YOUR OBJECTIVE:
Word for word, transcribe the records that follow.

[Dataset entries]
--------------------------------------------------

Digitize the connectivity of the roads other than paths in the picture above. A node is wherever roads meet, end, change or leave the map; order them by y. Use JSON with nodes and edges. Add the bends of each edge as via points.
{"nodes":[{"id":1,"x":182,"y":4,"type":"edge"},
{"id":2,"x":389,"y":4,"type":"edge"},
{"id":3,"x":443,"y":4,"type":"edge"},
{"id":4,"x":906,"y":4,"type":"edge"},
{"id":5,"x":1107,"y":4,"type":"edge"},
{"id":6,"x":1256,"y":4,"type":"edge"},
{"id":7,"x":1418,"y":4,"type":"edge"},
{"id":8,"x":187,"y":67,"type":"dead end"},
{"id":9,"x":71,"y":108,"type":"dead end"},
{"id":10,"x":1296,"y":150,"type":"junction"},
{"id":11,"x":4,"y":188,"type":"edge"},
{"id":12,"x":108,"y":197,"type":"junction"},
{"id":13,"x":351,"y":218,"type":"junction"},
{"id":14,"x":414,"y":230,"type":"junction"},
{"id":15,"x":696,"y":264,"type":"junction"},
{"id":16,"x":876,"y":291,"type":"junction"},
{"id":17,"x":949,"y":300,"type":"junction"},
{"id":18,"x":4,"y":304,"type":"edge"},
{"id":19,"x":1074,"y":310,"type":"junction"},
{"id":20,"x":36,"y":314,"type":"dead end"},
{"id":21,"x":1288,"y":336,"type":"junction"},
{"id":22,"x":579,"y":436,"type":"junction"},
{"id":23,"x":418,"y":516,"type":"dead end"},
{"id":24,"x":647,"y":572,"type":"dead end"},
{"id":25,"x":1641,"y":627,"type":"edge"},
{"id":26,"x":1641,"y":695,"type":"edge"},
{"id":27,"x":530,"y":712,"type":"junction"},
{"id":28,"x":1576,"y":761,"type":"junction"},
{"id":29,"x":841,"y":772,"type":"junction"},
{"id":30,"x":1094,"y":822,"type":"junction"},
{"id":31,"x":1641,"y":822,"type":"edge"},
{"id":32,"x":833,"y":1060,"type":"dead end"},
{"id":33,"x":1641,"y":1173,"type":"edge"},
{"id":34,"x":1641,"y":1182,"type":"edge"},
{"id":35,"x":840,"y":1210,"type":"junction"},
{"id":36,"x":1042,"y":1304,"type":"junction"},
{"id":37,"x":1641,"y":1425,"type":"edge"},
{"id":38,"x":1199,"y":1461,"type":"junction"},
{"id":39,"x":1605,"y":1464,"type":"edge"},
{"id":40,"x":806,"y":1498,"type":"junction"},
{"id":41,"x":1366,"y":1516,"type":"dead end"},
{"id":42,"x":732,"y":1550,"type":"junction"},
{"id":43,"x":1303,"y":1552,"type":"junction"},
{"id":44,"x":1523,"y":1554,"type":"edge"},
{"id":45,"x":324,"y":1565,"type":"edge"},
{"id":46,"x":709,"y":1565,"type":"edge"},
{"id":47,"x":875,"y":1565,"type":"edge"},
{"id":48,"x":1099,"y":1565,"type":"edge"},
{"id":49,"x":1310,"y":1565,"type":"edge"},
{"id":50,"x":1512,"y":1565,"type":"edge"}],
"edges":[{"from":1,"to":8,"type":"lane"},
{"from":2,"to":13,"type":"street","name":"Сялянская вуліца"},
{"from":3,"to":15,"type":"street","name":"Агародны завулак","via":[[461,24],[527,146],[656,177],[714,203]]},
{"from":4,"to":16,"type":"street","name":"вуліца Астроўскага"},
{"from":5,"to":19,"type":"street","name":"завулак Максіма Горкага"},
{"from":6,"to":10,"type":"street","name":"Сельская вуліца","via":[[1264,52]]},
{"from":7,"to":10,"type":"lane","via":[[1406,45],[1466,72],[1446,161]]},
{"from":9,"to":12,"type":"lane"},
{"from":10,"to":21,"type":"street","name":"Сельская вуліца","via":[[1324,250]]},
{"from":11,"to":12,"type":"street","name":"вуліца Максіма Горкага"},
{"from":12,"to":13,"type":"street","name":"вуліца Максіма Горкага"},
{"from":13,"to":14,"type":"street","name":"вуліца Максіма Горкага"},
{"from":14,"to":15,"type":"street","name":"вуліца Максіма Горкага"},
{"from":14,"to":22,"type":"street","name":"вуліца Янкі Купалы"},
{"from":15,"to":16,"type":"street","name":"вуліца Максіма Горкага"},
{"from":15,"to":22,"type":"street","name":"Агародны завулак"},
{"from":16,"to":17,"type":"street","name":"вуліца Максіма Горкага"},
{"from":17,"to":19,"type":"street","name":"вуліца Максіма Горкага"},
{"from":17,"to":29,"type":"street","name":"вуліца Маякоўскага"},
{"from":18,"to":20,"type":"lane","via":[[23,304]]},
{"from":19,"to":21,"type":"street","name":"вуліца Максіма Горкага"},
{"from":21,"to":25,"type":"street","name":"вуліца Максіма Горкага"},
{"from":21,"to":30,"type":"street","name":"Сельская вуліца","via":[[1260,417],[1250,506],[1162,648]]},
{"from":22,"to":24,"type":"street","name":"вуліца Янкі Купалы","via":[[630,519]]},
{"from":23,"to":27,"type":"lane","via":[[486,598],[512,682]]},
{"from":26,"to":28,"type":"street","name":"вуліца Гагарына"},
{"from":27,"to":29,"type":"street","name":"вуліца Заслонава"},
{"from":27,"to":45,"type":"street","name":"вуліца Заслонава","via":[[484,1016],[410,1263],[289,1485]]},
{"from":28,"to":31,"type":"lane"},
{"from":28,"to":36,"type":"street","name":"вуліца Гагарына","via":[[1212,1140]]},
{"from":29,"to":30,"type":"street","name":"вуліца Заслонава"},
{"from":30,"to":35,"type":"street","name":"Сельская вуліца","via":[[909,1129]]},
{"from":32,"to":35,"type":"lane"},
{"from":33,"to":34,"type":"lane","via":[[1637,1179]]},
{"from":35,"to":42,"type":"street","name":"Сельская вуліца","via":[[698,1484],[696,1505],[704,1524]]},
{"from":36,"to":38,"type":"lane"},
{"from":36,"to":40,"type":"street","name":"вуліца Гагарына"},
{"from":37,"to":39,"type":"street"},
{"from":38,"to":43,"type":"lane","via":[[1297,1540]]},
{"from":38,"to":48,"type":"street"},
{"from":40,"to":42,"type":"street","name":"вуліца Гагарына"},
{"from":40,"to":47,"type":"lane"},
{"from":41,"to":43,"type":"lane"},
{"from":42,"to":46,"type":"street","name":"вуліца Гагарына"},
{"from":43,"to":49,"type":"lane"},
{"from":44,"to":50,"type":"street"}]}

--------------------------------------------------

WRITTEN RESPONSE:
Digitize the connectivity of the roads other than paths in the picture above. A node is wherever roads meet, end, change or leave the map; order them by y. Use JSON with nodes and edges. Add the bends of each edge as via points.
{"nodes":[{"id":1,"x":182,"y":4,"type":"edge"},
{"id":2,"x":389,"y":4,"type":"edge"},
{"id":3,"x":443,"y":4,"type":"edge"},
{"id":4,"x":906,"y":4,"type":"edge"},
{"id":5,"x":1107,"y":4,"type":"edge"},
{"id":6,"x":1256,"y":4,"type":"edge"},
{"id":7,"x":1418,"y":4,"type":"edge"},
{"id":8,"x":187,"y":67,"type":"dead end"},
{"id":9,"x":71,"y":108,"type":"dead end"},
{"id":10,"x":1296,"y":150,"type":"junction"},
{"id":11,"x":4,"y":188,"type":"edge"},
{"id":12,"x":108,"y":197,"type":"junction"},
{"id":13,"x":351,"y":218,"type":"junction"},
{"id":14,"x":414,"y":230,"type":"junction"},
{"id":15,"x":696,"y":264,"type":"junction"},
{"id":16,"x":876,"y":291,"type":"junction"},
{"id":17,"x":949,"y":300,"type":"junction"},
{"id":18,"x":4,"y":304,"type":"edge"},
{"id":19,"x":1074,"y":310,"type":"junction"},
{"id":20,"x":36,"y":314,"type":"dead end"},
{"id":21,"x":1288,"y":336,"type":"junction"},
{"id":22,"x":579,"y":436,"type":"junction"},
{"id":23,"x":418,"y":516,"type":"dead end"},
{"id":24,"x":647,"y":572,"type":"dead end"},
{"id":25,"x":1641,"y":627,"type":"edge"},
{"id":26,"x":1641,"y":695,"type":"edge"},
{"id":27,"x":530,"y":712,"type":"junction"},
{"id":28,"x":1576,"y":761,"type":"junction"},
{"id":29,"x":841,"y":772,"type":"junction"},
{"id":30,"x":1094,"y":822,"type":"junction"},
{"id":31,"x":1641,"y":822,"type":"edge"},
{"id":32,"x":833,"y":1060,"type":"dead end"},
{"id":33,"x":1641,"y":1173,"type":"edge"},
{"id":34,"x":1641,"y":1182,"type":"edge"},
{"id":35,"x":840,"y":1210,"type":"junction"},
{"id":36,"x":1042,"y":1304,"type":"junction"},
{"id":37,"x":1641,"y":1425,"type":"edge"},
{"id":38,"x":1199,"y":1461,"type":"junction"},
{"id":39,"x":1605,"y":1464,"type":"edge"},
{"id":40,"x":806,"y":1498,"type":"junction"},
{"id":41,"x":1366,"y":1516,"type":"dead end"},
{"id":42,"x":732,"y":1550,"type":"junction"},
{"id":43,"x":1303,"y":1552,"type":"junction"},
{"id":44,"x":1523,"y":1554,"type":"edge"},
{"id":45,"x":324,"y":1565,"type":"edge"},
{"id":46,"x":709,"y":1565,"type":"edge"},
{"id":47,"x":875,"y":1565,"type":"edge"},
{"id":48,"x":1099,"y":1565,"type":"edge"},
{"id":49,"x":1310,"y":1565,"type":"edge"},
{"id":50,"x":1512,"y":1565,"type":"edge"}],
"edges":[{"from":1,"to":8,"type":"lane"},
{"from":2,"to":13,"type":"street","name":"Сялянская вуліца"},
{"from":3,"to":15,"type":"street","name":"Агародны завулак","via":[[461,24],[527,146],[656,177],[714,203]]},
{"from":4,"to":16,"type":"street","name":"вуліца Астроўскага"},
{"from":5,"to":19,"type":"street","name":"завулак Максіма Горкага"},
{"from":6,"to":10,"type":"street","name":"Сельская вуліца","via":[[1264,52]]},
{"from":7,"to":10,"type":"lane","via":[[1406,45],[1466,72],[1446,161]]},
{"from":9,"to":12,"type":"lane"},
{"from":10,"to":21,"type":"street","name":"Сельская вуліца","via":[[1324,250]]},
{"from":11,"to":12,"type":"street","name":"вуліца Максіма Горкага"},
{"from":12,"to":13,"type":"street","name":"вуліца Максіма Горкага"},
{"from":13,"to":14,"type":"street","name":"вуліца Максіма Горкага"},
{"from":14,"to":15,"type":"street","name":"вуліца Максіма Горкага"},
{"from":14,"to":22,"type":"street","name":"вуліца Янкі Купалы"},
{"from":15,"to":16,"type":"street","name":"вуліца Максіма Горкага"},
{"from":15,"to":22,"type":"street","name":"Агародны завулак"},
{"from":16,"to":17,"type":"street","name":"вуліца Максіма Горкага"},
{"from":17,"to":19,"type":"street","name":"вуліца Максіма Горкага"},
{"from":17,"to":29,"type":"street","name":"вуліца Маякоўскага"},
{"from":18,"to":20,"type":"lane","via":[[23,304]]},
{"from":19,"to":21,"type":"street","name":"вуліца Максіма Горкага"},
{"from":21,"to":25,"type":"street","name":"вуліца Максіма Горкага"},
{"from":21,"to":30,"type":"street","name":"Сельская вуліца","via":[[1260,417],[1250,506],[1162,648]]},
{"from":22,"to":24,"type":"street","name":"вуліца Янкі Купалы","via":[[630,519]]},
{"from":23,"to":27,"type":"lane","via":[[486,598],[512,682]]},
{"from":26,"to":28,"type":"street","name":"вуліца Гагарына"},
{"from":27,"to":29,"type":"street","name":"вуліца Заслонава"},
{"from":27,"to":45,"type":"street","name":"вуліца Заслонава","via":[[484,1016],[410,1263],[289,1485]]},
{"from":28,"to":31,"type":"lane"},
{"from":28,"to":36,"type":"street","name":"вуліца Гагарына","via":[[1212,1140]]},
{"from":29,"to":30,"type":"street","name":"вуліца Заслонава"},
{"from":30,"to":35,"type":"street","name":"Сельская вуліца","via":[[909,1129]]},
{"from":32,"to":35,"type":"lane"},
{"from":33,"to":34,"type":"lane","via":[[1637,1179]]},
{"from":35,"to":42,"type":"street","name":"Сельская вуліца","via":[[698,1484],[696,1505],[704,1524]]},
{"from":36,"to":38,"type":"lane"},
{"from":36,"to":40,"type":"street","name":"вуліца Гагарына"},
{"from":37,"to":39,"type":"street"},
{"from":38,"to":43,"type":"lane","via":[[1297,1540]]},
{"from":38,"to":48,"type":"street"},
{"from":40,"to":42,"type":"street","name":"вуліца Гагарына"},
{"from":40,"to":47,"type":"lane"},
{"from":41,"to":43,"type":"lane"},
{"from":42,"to":46,"type":"street","name":"вуліца Гагарына"},
{"from":43,"to":49,"type":"lane"},
{"from":44,"to":50,"type":"street"}]}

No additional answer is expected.